[Start of section]
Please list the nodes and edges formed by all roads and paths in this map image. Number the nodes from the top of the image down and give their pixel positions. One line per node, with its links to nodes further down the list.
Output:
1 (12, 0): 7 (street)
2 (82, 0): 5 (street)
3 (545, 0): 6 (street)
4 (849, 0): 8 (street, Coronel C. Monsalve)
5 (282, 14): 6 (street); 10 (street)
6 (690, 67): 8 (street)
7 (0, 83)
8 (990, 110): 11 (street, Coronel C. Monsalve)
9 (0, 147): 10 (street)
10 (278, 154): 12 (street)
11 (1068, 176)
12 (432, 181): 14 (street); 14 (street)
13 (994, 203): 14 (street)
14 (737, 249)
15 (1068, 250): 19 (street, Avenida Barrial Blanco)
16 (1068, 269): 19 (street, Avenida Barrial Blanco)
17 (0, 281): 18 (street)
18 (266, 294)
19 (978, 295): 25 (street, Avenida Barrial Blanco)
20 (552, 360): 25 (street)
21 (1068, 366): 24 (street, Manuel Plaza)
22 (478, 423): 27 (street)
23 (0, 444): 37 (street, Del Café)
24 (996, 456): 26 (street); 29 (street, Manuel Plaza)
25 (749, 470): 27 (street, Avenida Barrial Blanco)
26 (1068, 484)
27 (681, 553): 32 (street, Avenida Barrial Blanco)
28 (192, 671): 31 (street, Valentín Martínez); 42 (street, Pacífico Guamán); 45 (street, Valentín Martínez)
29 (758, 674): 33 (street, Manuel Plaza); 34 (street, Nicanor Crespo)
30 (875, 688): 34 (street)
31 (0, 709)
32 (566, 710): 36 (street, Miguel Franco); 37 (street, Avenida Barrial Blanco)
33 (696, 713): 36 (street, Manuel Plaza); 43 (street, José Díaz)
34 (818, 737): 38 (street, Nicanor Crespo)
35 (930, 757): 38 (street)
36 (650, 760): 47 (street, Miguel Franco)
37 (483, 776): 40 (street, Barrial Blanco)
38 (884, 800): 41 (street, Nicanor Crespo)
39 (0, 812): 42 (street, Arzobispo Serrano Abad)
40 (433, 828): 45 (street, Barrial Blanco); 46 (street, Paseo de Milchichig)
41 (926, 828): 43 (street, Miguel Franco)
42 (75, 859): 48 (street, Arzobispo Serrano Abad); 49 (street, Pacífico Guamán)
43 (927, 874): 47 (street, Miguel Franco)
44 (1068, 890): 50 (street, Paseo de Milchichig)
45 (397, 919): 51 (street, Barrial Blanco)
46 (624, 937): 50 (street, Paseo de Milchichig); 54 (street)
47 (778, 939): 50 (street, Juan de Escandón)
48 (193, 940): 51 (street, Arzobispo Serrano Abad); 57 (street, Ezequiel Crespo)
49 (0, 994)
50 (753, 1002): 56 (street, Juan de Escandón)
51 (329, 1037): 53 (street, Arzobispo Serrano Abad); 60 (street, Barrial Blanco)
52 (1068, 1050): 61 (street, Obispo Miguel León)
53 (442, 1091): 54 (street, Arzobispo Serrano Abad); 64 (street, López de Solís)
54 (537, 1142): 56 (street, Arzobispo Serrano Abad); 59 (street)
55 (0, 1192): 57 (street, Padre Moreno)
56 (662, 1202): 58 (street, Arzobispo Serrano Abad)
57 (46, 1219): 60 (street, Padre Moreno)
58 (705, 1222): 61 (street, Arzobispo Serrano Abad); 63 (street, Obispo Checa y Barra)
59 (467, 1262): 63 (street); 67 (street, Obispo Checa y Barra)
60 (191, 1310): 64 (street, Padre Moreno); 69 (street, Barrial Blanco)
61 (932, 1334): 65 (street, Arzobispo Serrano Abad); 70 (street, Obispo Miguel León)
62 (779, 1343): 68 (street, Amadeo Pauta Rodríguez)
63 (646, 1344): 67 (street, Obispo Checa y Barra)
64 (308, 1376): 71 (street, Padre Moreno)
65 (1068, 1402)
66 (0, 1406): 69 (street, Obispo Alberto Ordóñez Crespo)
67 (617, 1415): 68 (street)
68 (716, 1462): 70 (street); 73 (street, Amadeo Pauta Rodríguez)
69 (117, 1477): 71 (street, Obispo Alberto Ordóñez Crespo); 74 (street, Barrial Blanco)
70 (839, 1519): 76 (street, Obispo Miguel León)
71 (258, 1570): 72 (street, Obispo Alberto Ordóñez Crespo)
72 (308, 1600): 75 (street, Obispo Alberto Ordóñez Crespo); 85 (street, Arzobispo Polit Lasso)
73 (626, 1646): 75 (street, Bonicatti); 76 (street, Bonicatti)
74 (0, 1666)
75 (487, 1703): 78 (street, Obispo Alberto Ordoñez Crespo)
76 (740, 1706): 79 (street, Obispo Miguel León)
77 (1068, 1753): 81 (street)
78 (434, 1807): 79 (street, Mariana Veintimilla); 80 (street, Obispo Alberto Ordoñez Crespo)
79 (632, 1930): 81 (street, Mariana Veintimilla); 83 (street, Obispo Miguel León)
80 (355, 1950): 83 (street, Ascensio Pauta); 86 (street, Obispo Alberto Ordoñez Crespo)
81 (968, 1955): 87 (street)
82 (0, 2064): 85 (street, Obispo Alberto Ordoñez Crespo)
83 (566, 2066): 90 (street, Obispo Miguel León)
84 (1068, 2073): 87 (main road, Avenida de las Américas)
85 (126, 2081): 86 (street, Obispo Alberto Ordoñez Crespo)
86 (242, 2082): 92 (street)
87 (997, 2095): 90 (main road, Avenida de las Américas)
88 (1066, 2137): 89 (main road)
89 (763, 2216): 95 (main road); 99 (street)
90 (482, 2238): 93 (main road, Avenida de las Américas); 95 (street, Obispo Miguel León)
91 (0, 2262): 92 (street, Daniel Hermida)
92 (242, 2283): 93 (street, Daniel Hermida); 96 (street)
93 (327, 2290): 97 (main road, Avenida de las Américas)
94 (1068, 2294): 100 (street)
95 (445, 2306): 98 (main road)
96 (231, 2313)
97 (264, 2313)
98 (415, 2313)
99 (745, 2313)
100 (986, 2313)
[End of section]
▶ ACTIVITY:
Each line above must be output exactly as it stands.

▶ REPLY:
Please list the nodes and edges formed by all roads and paths in this map image. Number the nodes from the top of the image down and give their pixel positions. One line per node, with its links to nodes further down the list.
Output:
1 (12, 0): 7 (street)
2 (82, 0): 5 (street)
3 (545, 0): 6 (street)
4 (849, 0): 8 (street, Coronel C. Monsalve)
5 (282, 14): 6 (street); 10 (street)
6 (690, 67): 8 (street)
7 (0, 83)
8 (990, 110): 11 (street, Coronel C. Monsalve)
9 (0, 147): 10 (street)
10 (278, 154): 12 (street)
11 (1068, 176)
12 (432, 181): 14 (street); 14 (street)
13 (994, 203): 14 (street)
14 (737, 249)
15 (1068, 250): 19 (street, Avenida Barrial Blanco)
16 (1068, 269): 19 (street, Avenida Barrial Blanco)
17 (0, 281): 18 (street)
18 (266, 294)
19 (978, 295): 25 (street, Avenida Barrial Blanco)
20 (552, 360): 25 (street)
21 (1068, 366): 24 (street, Manuel Plaza)
22 (478, 423): 27 (street)
23 (0, 444): 37 (street, Del Café)
24 (996, 456): 26 (street); 29 (street, Manuel Plaza)
25 (749, 470): 27 (street, Avenida Barrial Blanco)
26 (1068, 484)
27 (681, 553): 32 (street, Avenida Barrial Blanco)
28 (192, 671): 31 (street, Valentín Martínez); 42 (street, Pacífico Guamán); 45 (street, Valentín Martínez)
29 (758, 674): 33 (street, Manuel Plaza); 34 (street, Nicanor Crespo)
30 (875, 688): 34 (street)
31 (0, 709)
32 (566, 710): 36 (street, Miguel Franco); 37 (street, Avenida Barrial Blanco)
33 (696, 713): 36 (street, Manuel Plaza); 43 (street, José Díaz)
34 (818, 737): 38 (street, Nicanor Crespo)
35 (930, 757): 38 (street)
36 (650, 760): 47 (street, Miguel Franco)
37 (483, 776): 40 (street, Barrial Blanco)
38 (884, 800): 41 (street, Nicanor Crespo)
39 (0, 812): 42 (street, Arzobispo Serrano Abad)
40 (433, 828): 45 (street, Barrial Blanco); 46 (street, Paseo de Milchichig)
41 (926, 828): 43 (street, Miguel Franco)
42 (75, 859): 48 (street, Arzobispo Serrano Abad); 49 (street, Pacífico Guamán)
43 (927, 874): 47 (street, Miguel Franco)
44 (1068, 890): 50 (street, Paseo de Milchichig)
45 (397, 919): 51 (street, Barrial Blanco)
46 (624, 937): 50 (street, Paseo de Milchichig); 54 (street)
47 (778, 939): 50 (street, Juan de Escandón)
48 (193, 940): 51 (street, Arzobispo Serrano Abad); 57 (street, Ezequiel Crespo)
49 (0, 994)
50 (753, 1002): 56 (street, Juan de Escandón)
51 (329, 1037): 53 (street, Arzobispo Serrano Abad); 60 (street, Barrial Blanco)
52 (1068, 1050): 61 (street, Obispo Miguel León)
53 (442, 1091): 54 (street, Arzobispo Serrano Abad); 64 (street, López de Solís)
54 (537, 1142): 56 (street, Arzobispo Serrano Abad); 59 (street)
55 (0, 1192): 57 (street, Padre Moreno)
56 (662, 1202): 58 (street, Arzobispo Serrano Abad)
57 (46, 1219): 60 (street, Padre Moreno)
58 (705, 1222): 61 (street, Arzobispo Serrano Abad); 63 (street, Obispo Checa y Barra)
59 (467, 1262): 63 (street); 67 (street, Obispo Checa y Barra)
60 (191, 1310): 64 (street, Padre Moreno); 69 (street, Barrial Blanco)
61 (932, 1334): 65 (street, Arzobispo Serrano Abad); 70 (street, Obispo Miguel León)
62 (779, 1343): 68 (street, Amadeo Pauta Rodríguez)
63 (646, 1344): 67 (street, Obispo Checa y Barra)
64 (308, 1376): 71 (street, Padre Moreno)
65 (1068, 1402)
66 (0, 1406): 69 (street, Obispo Alberto Ordóñez Crespo)
67 (617, 1415): 68 (street)
68 (716, 1462): 70 (street); 73 (street, Amadeo Pauta Rodríguez)
69 (117, 1477): 71 (street, Obispo Alberto Ordóñez Crespo); 74 (street, Barrial Blanco)
70 (839, 1519): 76 (street, Obispo Miguel León)
71 (258, 1570): 72 (street, Obispo Alberto Ordóñez Crespo)
72 (308, 1600): 75 (street, Obispo Alberto Ordóñez Crespo); 85 (street, Arzobispo Polit Lasso)
73 (626, 1646): 75 (street, Bonicatti); 76 (street, Bonicatti)
74 (0, 1666)
75 (487, 1703): 78 (street, Obispo Alberto Ordoñez Crespo)
76 (740, 1706): 79 (street, Obispo Miguel León)
77 (1068, 1753): 81 (street)
78 (434, 1807): 79 (street, Mariana Veintimilla); 80 (street, Obispo Alberto Ordoñez Crespo)
79 (632, 1930): 81 (street, Mariana Veintimilla); 83 (street, Obispo Miguel León)
80 (355, 1950): 83 (street, Ascensio Pauta); 86 (street, Obispo Alberto Ordoñez Crespo)
81 (968, 1955): 87 (street)
82 (0, 2064): 85 (street, Obispo Alberto Ordoñez Crespo)
83 (566, 2066): 90 (street, Obispo Miguel León)
84 (1068, 2073): 87 (main road, Avenida de las Américas)
85 (126, 2081): 86 (street, Obispo Alberto Ordoñez Crespo)
86 (242, 2082): 92 (street)
87 (997, 2095): 90 (main road, Avenida de las Américas)
88 (1066, 2137): 89 (main road)
89 (763, 2216): 95 (main road); 99 (street)
90 (482, 2238): 93 (main road, Avenida de las Américas); 95 (street, Obispo Miguel León)
91 (0, 2262): 92 (street, Daniel Hermida)
92 (242, 2283): 93 (street, Daniel Hermida); 96 (street)
93 (327, 2290): 97 (main road, Avenida de las Américas)
94 (1068, 2294): 100 (street)
95 (445, 2306): 98 (main road)
96 (231, 2313)
97 (264, 2313)
98 (415, 2313)
99 (745, 2313)
100 (986, 2313)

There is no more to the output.